- WHAT YOU ARE ASKED TO DO: What you return should be the lines of the data containing "paths", each in full.

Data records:
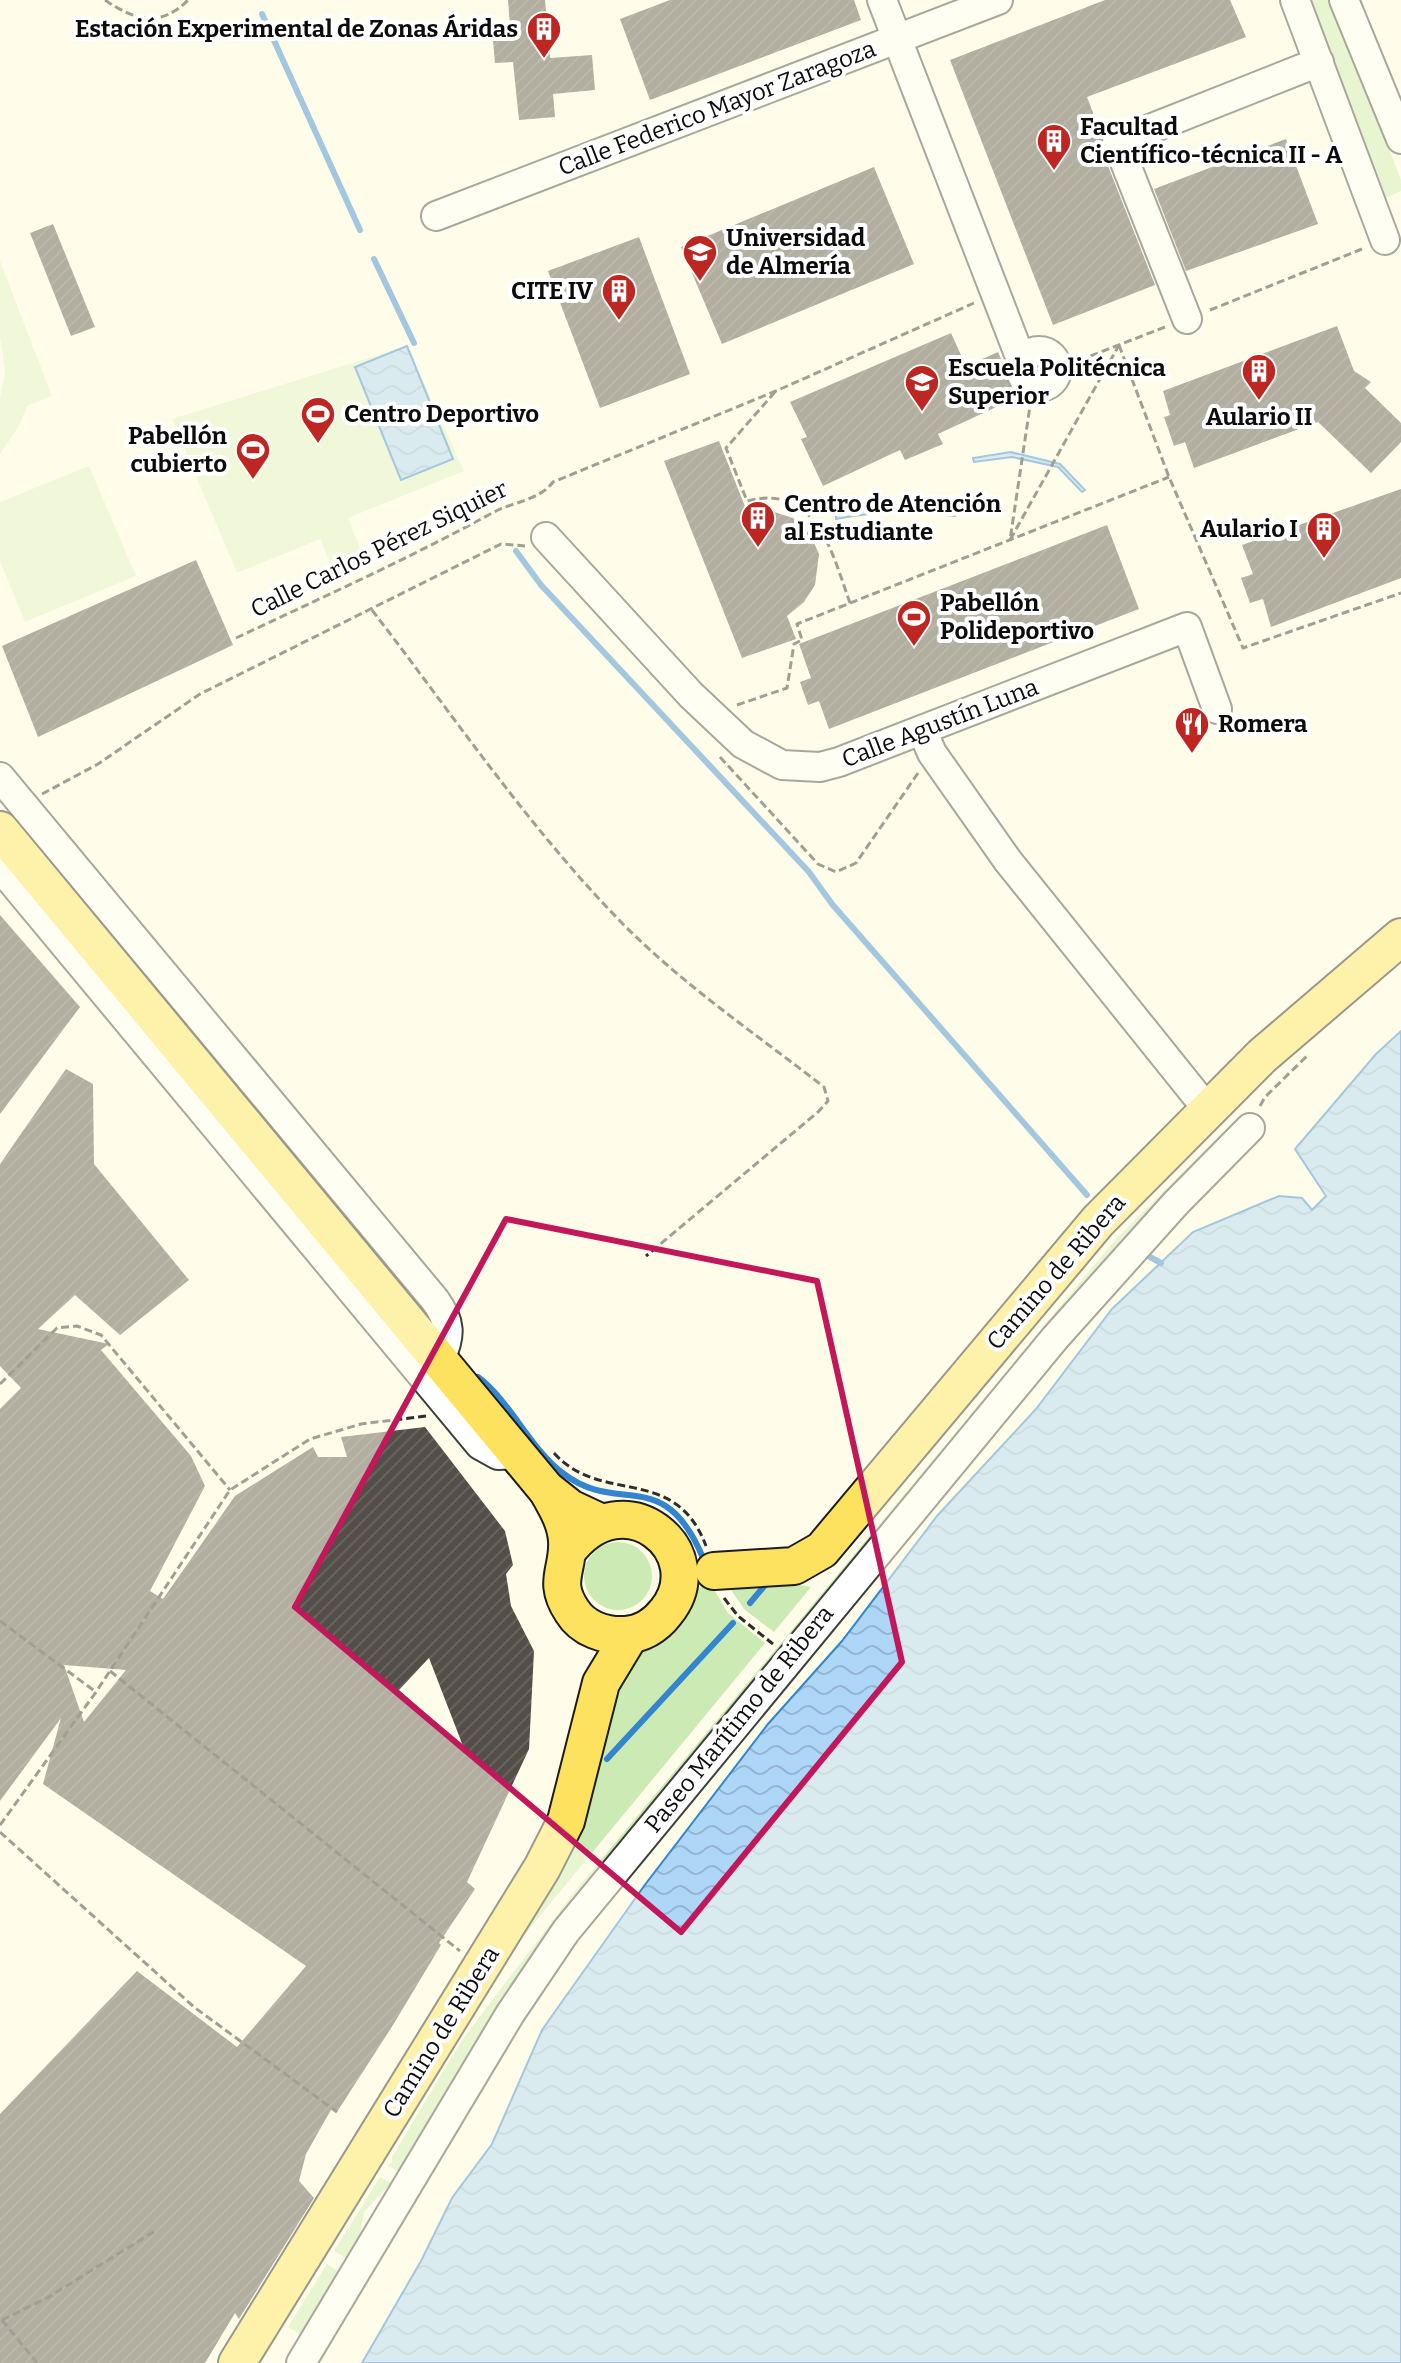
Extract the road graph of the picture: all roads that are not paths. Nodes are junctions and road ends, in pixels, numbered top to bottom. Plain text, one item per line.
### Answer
1 (882, 0) edge
2 (998, 0) edge
3 (1295, 0) edge
4 (1344, 0) edge
5 (897, 39) junction
6 (1319, 62) junction
7 (1401, 139) edge
8 (436, 216) dead end
9 (1385, 240) road end
10 (1187, 319) road end
11 (1057, 369) road end
12 (537, 542) road end
13 (1217, 709) dead end
14 (927, 742) junction
15 (0, 777) edge
16 (12, 817) edge
17 (0, 867) edge
18 (1401, 937) edge
19 (1208, 1110) junction
20 (1250, 1128) dead end
21 (518, 1454) junction
22 (546, 1489) junction
23 (600, 1522) junction
24 (671, 1548) junction
25 (567, 1552) junction
26 (711, 1571) junction
27 (677, 1592) junction
28 (592, 1628) junction
29 (630, 1635) junction
30 (601, 1683) junction
31 (237, 2363) edge
32 (301, 2363) edge

1 - 5 street
2 - 5 street, Calle Federico Mayor Zaragoza
3 - 6 street
4 - 7 street
5 - 8 street, Calle Federico Mayor Zaragoza
5 - 11 street
6 - 9 street
6 - 10 street
12 - 14 street, Calle Agustín Luna
13 - 14 street, Calle Agustín Luna
14 - 19 street
15 - 16 street
16 - 21 main road
17 - 21 street
18 - 19 main road, Camino de Ribera
19 - 26 main road, Camino de Ribera
20 - 32 street, Paseo Marítimo de Ribera
21 - 22 main road
22 - 23 main road
22 - 25 main road
23 - 24 main road
23 - 25 main road
24 - 26 main road
24 - 27 main road
25 - 28 main road
26 - 27 main road
27 - 29 main road
28 - 29 main road
28 - 30 main road, Camino de Ribera
29 - 30 main road, Camino de Ribera
30 - 31 main road, Camino de Ribera

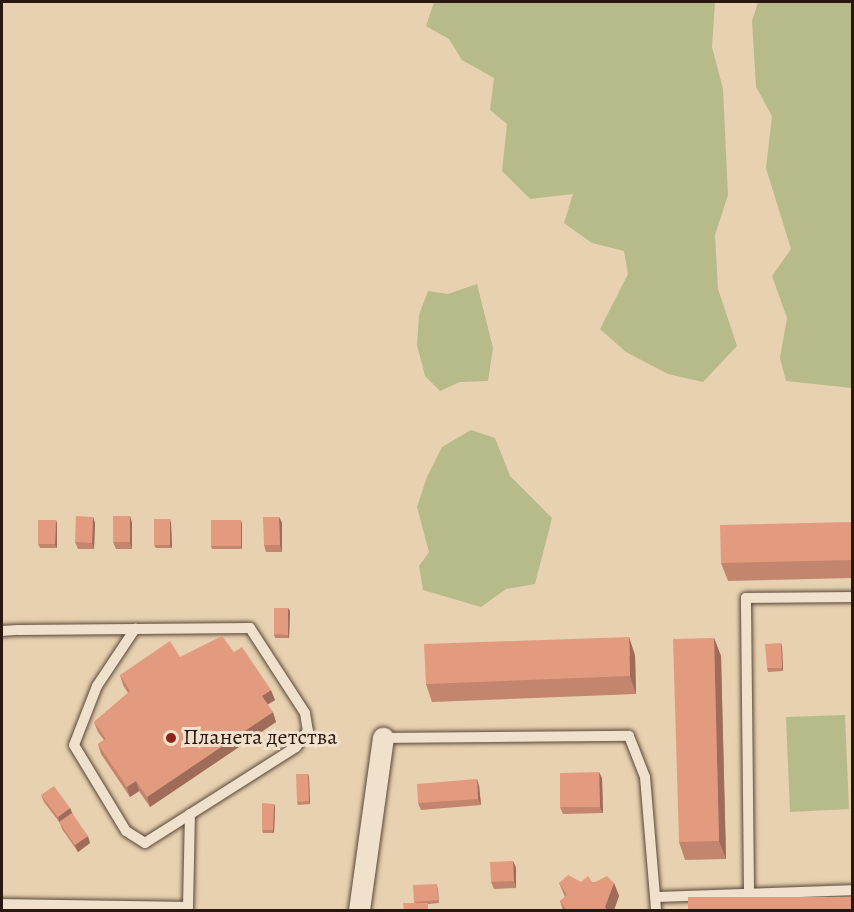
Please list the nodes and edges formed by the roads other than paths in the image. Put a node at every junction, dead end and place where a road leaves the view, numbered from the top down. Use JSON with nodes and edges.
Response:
{"nodes":[{"id":1,"x":852,"y":597,"type":"edge"},
{"id":2,"x":135,"y":629,"type":"junction"},
{"id":3,"x":2,"y":631,"type":"edge"},
{"id":4,"x":383,"y":738,"type":"joint"},
{"id":5,"x":190,"y":814,"type":"junction"},
{"id":6,"x":852,"y":890,"type":"edge"},
{"id":7,"x":749,"y":891,"type":"junction"},
{"id":8,"x":656,"y":897,"type":"junction"},
{"id":9,"x":2,"y":904,"type":"edge"},
{"id":10,"x":359,"y":910,"type":"edge"},
{"id":11,"x":656,"y":910,"type":"edge"}],
"edges":[{"from":1,"to":7,"type":"lane"},
{"from":2,"to":3,"type":"lane"},
{"from":2,"to":5,"type":"lane"},
{"from":2,"to":5,"type":"lane"},
{"from":4,"to":8,"type":"lane"},
{"from":4,"to":10,"type":"street"},
{"from":5,"to":9,"type":"lane"},
{"from":6,"to":7,"type":"lane"},
{"from":7,"to":8,"type":"lane"},
{"from":8,"to":11,"type":"lane"}]}
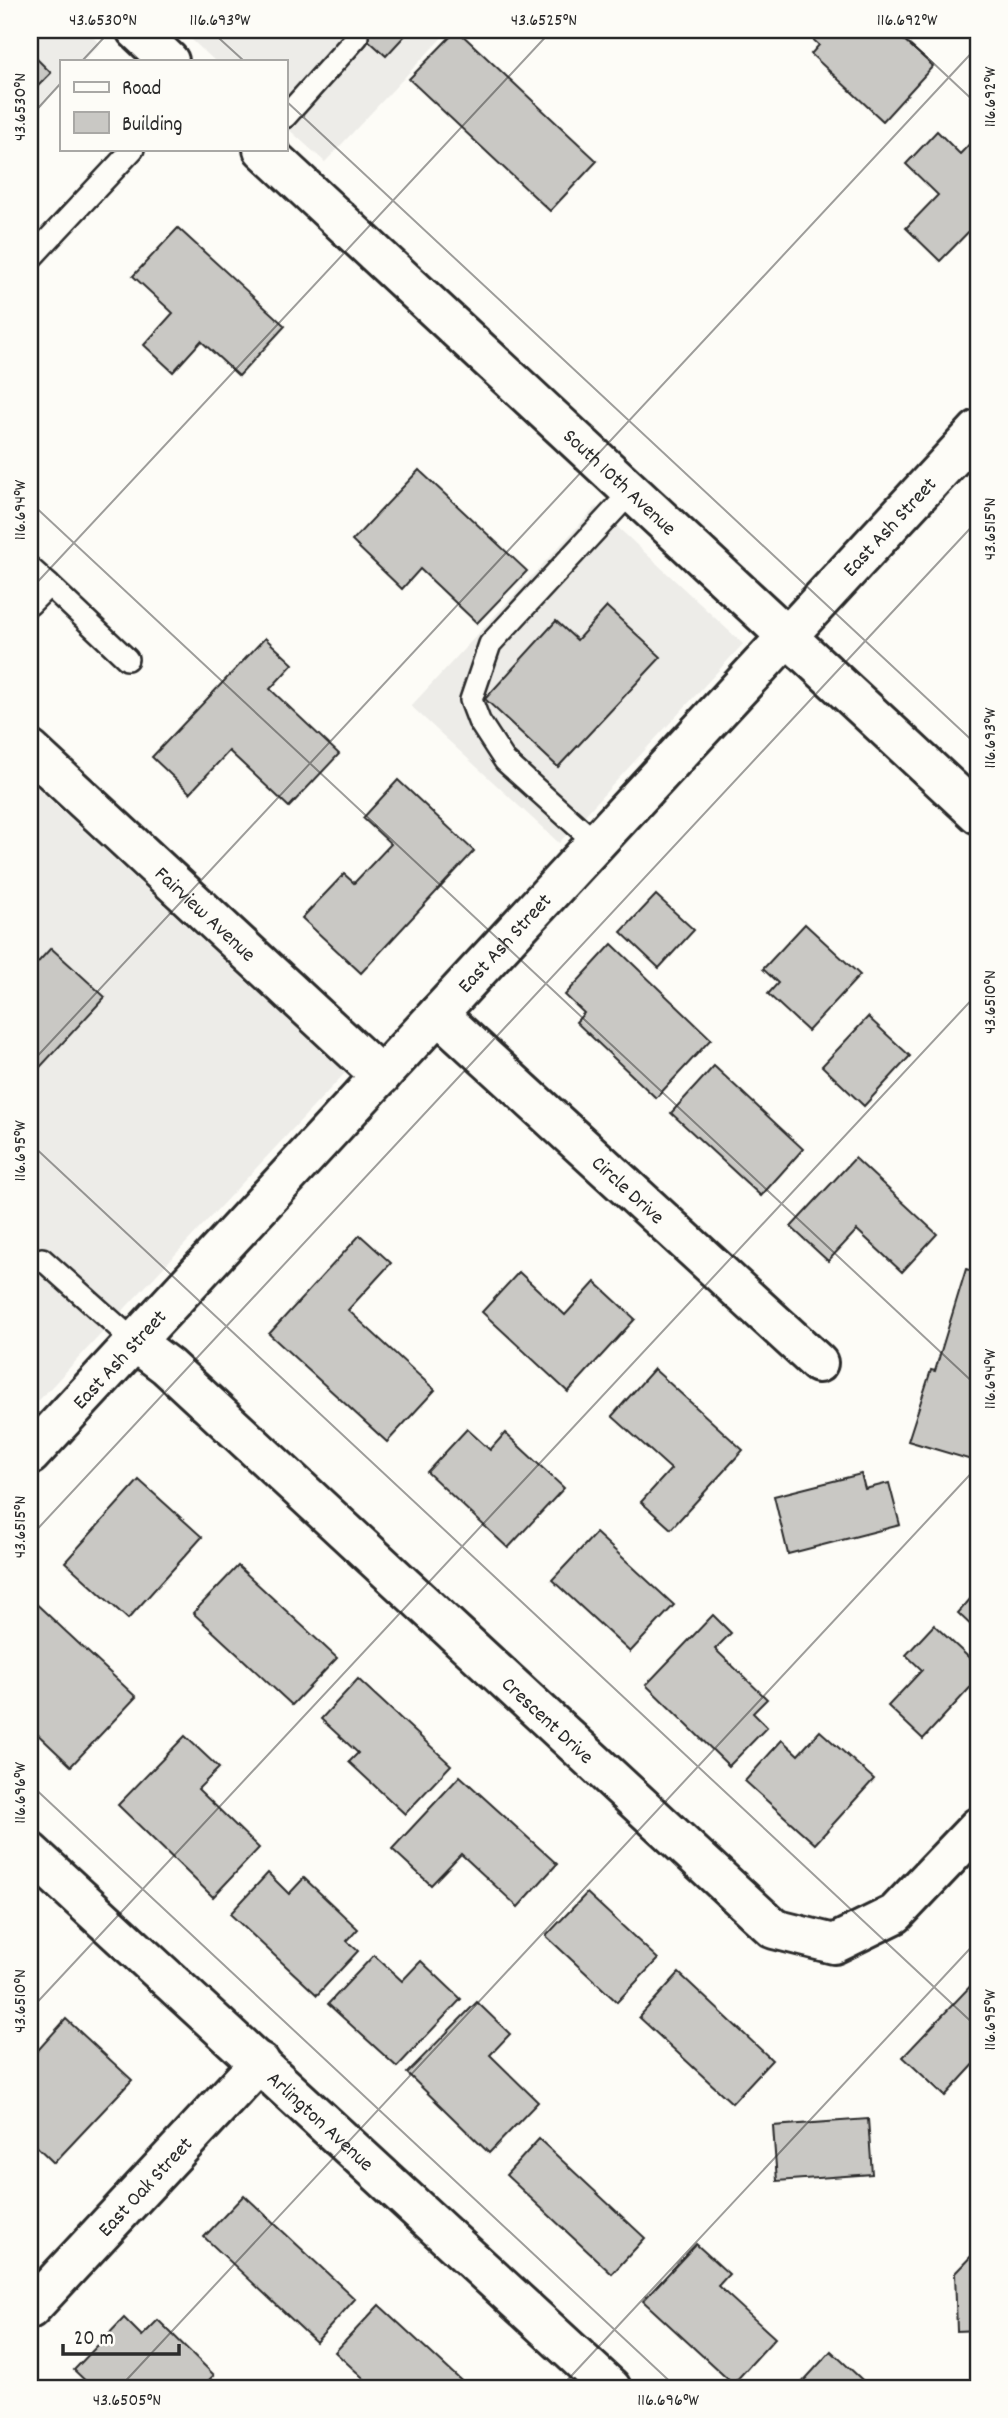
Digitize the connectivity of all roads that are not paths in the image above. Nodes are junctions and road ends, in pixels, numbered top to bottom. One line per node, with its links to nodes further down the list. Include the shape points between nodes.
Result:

- RESULT OF THE EXERCISE:
Extract the road graph of the picture: all roads that are not paths. Nodes are junctions and road ends, in pixels, numbered top to bottom. Plain text, one item per line.
Please list the nodes and edges formed by the roads other than paths in the image. Put a node at every junction, dead end and place where a road leaves the view, numbered from the top down. Use JSON with nodes and edges.
Digitize the connectivity of all roads that are not paths in the image above. Nodes are junctions and road ends, in pixels, numbered top to bottom. One line per node, with its links to nodes further down the list. Include the shape points between nodes.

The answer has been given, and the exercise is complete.